Se não é isso, por que então o INSS luta na justiça para que os Conselhos de Medicina estejam IMPEDIDOS de fiscalizar a atuação médico pericial no âmbito da Autarquia? Chega a ser engraçado se não fosse trágico. É como se os engenheiros pudessem edificar para o INSS sem estarem devidamente registrados nos seus Conselhos de Classe e livres de sua fiscalização ou como se os advogados pudessem advogar para a instituição sem submeterem-se às normas da OAB. Coisa de doido varrido.
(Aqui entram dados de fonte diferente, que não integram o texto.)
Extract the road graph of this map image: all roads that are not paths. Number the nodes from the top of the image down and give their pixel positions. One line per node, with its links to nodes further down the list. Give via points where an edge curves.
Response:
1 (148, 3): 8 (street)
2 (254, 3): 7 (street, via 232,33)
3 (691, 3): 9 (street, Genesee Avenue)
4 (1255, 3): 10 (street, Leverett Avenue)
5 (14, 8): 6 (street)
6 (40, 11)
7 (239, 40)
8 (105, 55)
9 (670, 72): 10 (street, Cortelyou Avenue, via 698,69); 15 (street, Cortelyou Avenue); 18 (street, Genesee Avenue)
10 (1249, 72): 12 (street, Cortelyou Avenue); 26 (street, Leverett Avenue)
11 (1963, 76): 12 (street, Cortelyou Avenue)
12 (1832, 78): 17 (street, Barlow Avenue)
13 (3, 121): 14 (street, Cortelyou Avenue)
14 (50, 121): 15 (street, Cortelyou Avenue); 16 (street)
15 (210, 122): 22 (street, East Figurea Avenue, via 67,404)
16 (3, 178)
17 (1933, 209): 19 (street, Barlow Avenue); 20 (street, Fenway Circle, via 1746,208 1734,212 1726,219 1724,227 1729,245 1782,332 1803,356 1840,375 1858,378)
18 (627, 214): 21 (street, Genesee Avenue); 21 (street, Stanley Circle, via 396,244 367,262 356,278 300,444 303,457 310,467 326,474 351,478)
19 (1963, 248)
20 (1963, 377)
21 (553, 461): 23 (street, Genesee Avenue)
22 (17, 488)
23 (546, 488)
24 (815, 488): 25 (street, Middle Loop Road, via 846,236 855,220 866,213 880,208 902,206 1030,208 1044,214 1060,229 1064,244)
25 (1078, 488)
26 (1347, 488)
Por isto, rogo aos colegas peritos médico previdenciários: atendam bem o usuário do INSS. Eles são nosso objetivo de ser e existir. Vamos continuar prestando nosso trabalho com zelo, responsabilidade, cordialidade e educação que nos é peculiar além de não abrir mão um só segundo da nossa autonomia médica por obrigação de ofício. Tenhamos paciência com os colegas administrativos das APS sem cargo de chefia que também são usados: percebam que os vencimentos deles dependem também da nossa produção! Não vamos “brigar” com eles. Vamos continuar lutando pela autonomia médica, pelo atendimento de qualidade, no tempo e em ambiente adequados. No entanto, não vamos dar descanso aos chefes, gerentes, superintendentes, presidentes, etc. É com estes que temos que continua brigando. Com eles e com seu “padrão merda” de atendimento ao cidadão.